The design of the tokamak reactor has some of fusion's fitfulness in it. The charged particles themselves, as they flow around the vessel, generate the magnetic field. Each pulse of electrical current in a coil of wire in the doughnut's hole lasts a few minutes. The tokamak operations are interrupted when the magnetic field goes down. The mechanical stresses generated by the reactor's powerful magnetic fields could eventually tear it apart.

The current can be driven by the beams of particles and microwaves. The bootstrap effect is a quirk of physics.

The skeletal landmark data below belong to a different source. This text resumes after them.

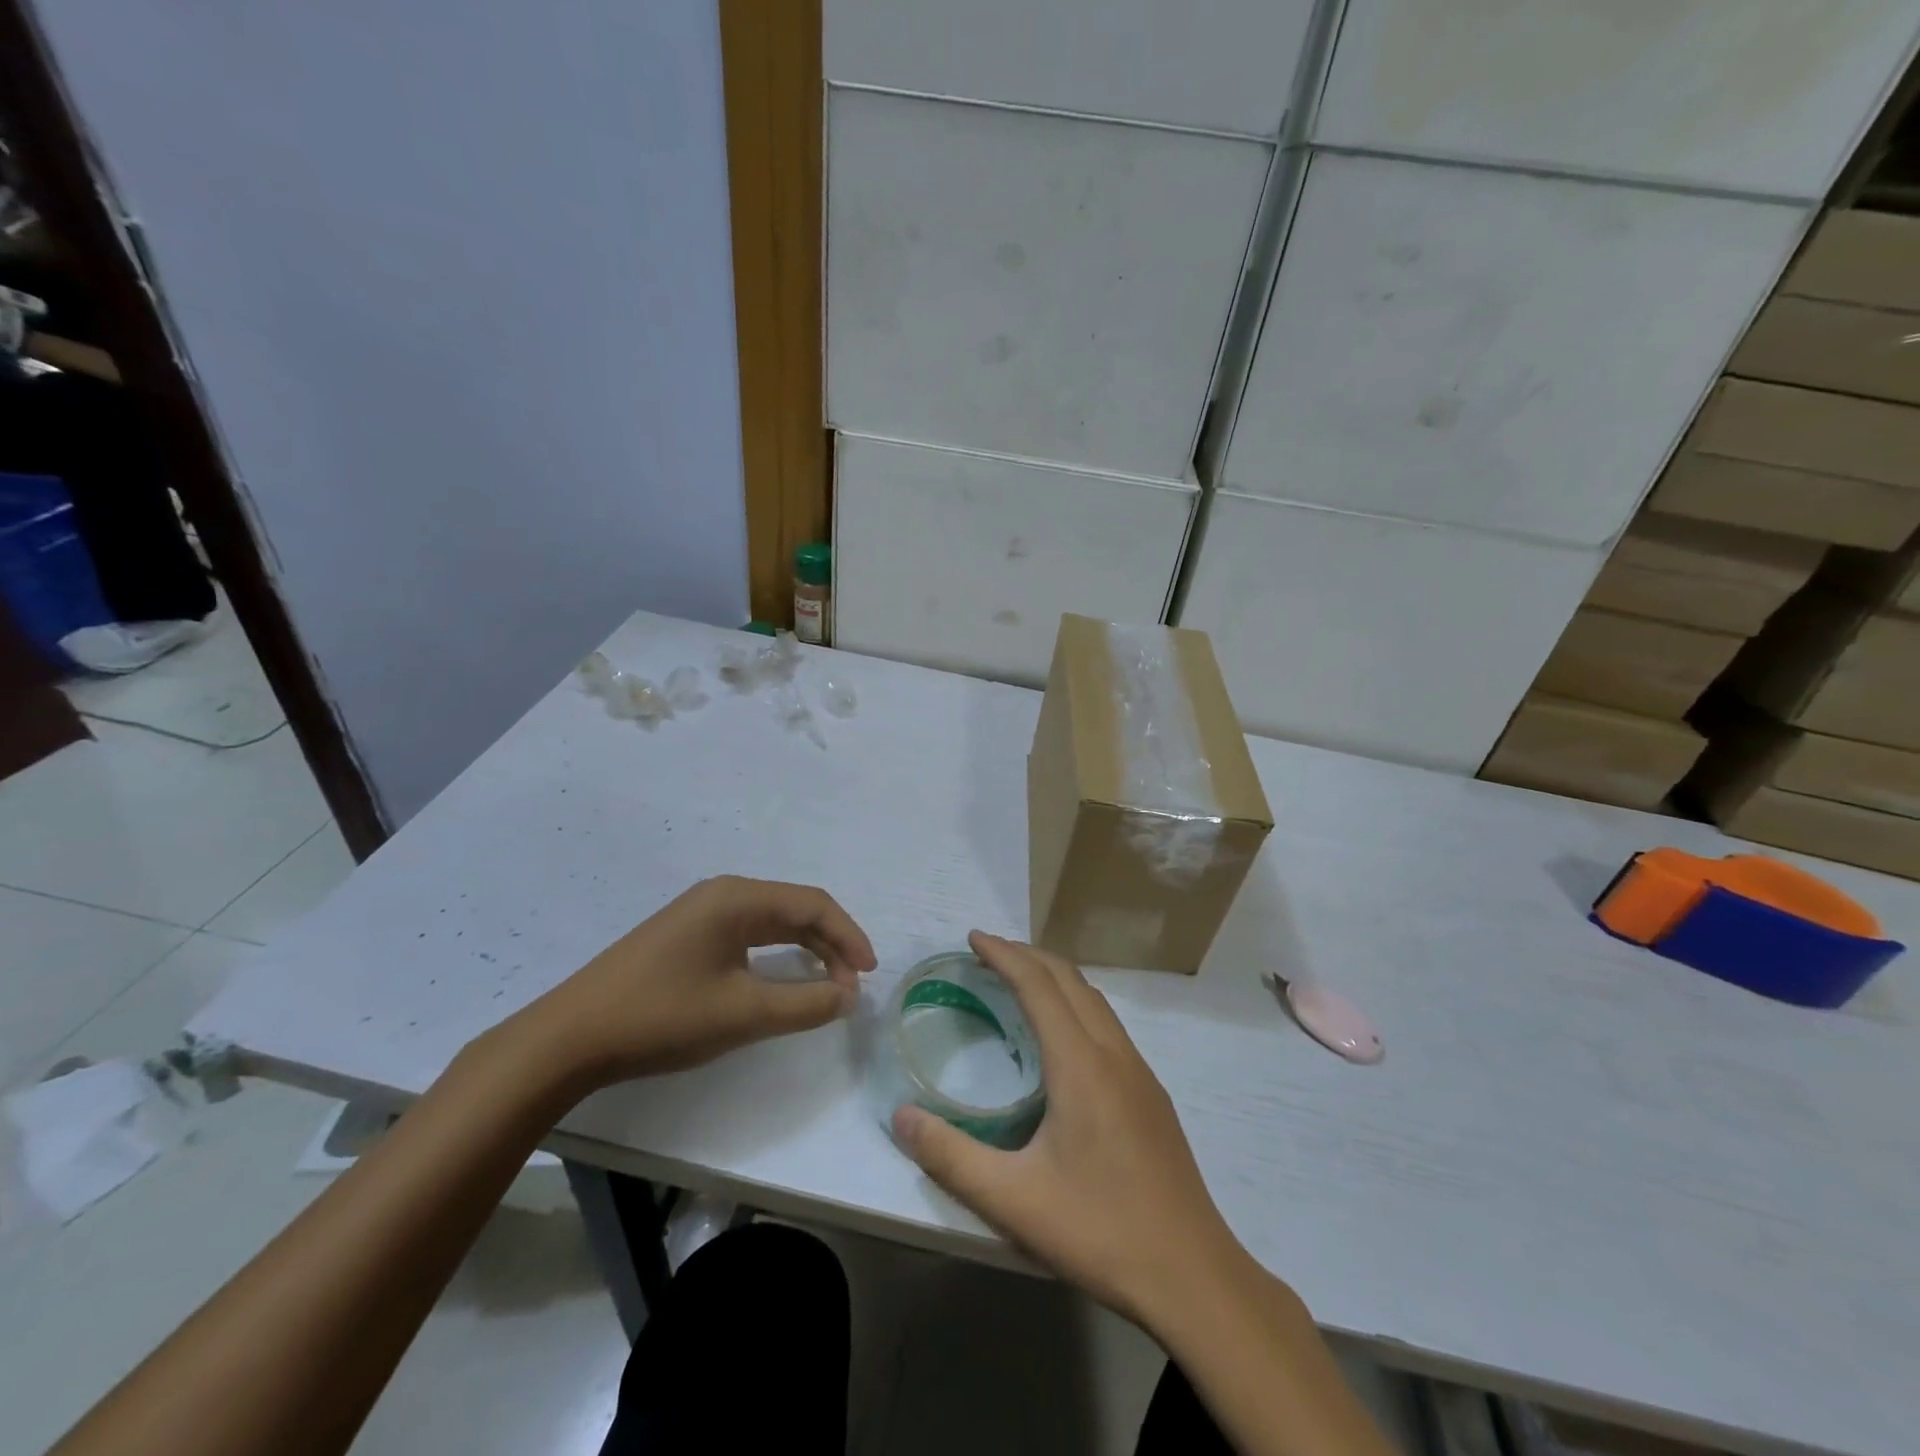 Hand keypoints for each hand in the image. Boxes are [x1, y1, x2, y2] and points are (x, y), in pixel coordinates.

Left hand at [508, 875, 875, 1089]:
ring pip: (772, 923)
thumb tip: (849, 995)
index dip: (849, 935)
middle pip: (794, 909)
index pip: (813, 904)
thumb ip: (805, 1004)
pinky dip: (777, 957)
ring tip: (829, 985)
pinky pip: (748, 936)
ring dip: (806, 950)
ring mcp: (701, 914)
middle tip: (852, 985)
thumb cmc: (662, 1016)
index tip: (870, 974)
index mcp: (738, 898)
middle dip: (831, 943)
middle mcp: (723, 895)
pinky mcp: (686, 937)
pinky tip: (783, 980)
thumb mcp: (742, 1013)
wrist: (569, 1038)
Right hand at [892, 932, 1244, 1329]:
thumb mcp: (1014, 1200)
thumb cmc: (1100, 1230)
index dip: (1004, 955)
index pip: (1038, 985)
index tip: (973, 938)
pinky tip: (1064, 1038)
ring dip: (1055, 977)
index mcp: (1081, 1063)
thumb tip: (901, 1117)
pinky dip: (1076, 1004)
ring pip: (1095, 1000)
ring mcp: (1140, 1072)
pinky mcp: (1152, 1095)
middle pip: (1070, 979)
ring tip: (1020, 980)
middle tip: (988, 952)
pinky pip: (1108, 1024)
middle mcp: (1114, 1053)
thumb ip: (951, 1156)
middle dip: (1028, 955)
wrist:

The particles spiral in a way that they interfere with each other and push themselves around the ring.

Researchers at ITER think they can run an hourlong run using a combination of beams and bootstraps. The bootstrap effect is best at high pressures and can cause the reactor to be damaged.

A turbulent outburst of plasma was caught on camera at the Mega Ampere Spherical Tokamak, a small fusion reactor in the United Kingdom.UK Atomic Energy Authority

The metal that can be found off the vessel's inner wall is a problem for reactor operators. At the Joint European Torus, a U.K.-based tokamak with a reactor wall made of beryllium and tungsten, an automated protection system injects gas into the plasma to stop the bursts. Fernanda Rimini is JET's Plasma operations expert.

ITER operators are hoping to quell the disruptions by applying an additional magnetic field. The edge of the plasma should be slightly less damaged by the two measures that have been put in place.

There is a threat from the flood of high-energy neutrons. Andy London is a materials scientist with the UK Atomic Energy Authority. On the other hand, they dump heat in the reactor wall that will eventually generate electricity, and they can bombard the battery. They can lodge in the reactor walls and weaken the material by knocking atoms out of position. Nuclear particles in the structures can cause further damage. The nickel in steel can be turned into a form that gives off helium, which can cause the steel to swell. London said that the metal turned into a sponge.

It is difficult to find tougher materials because we don't have a fusion reactor to test them in. The world's most intense neutron beam is supposed to be used to test fusion materials. Construction hasn't begun.

It will take a long time to fix damaged reactor components. Repairs will be made using remote handling arms that can navigate the narrow access ports of a tokamak. According to a nuclear engineer at the University of California, Los Angeles, a future reactor may only operate 5% of the time.

He says to compare this with the current reactor. Even if individual fuel rods fail, they can continue to run. The fuel rods can be swapped out by the cranes in a few days. The availability can be high. It will be very difficult to achieve something like fusion.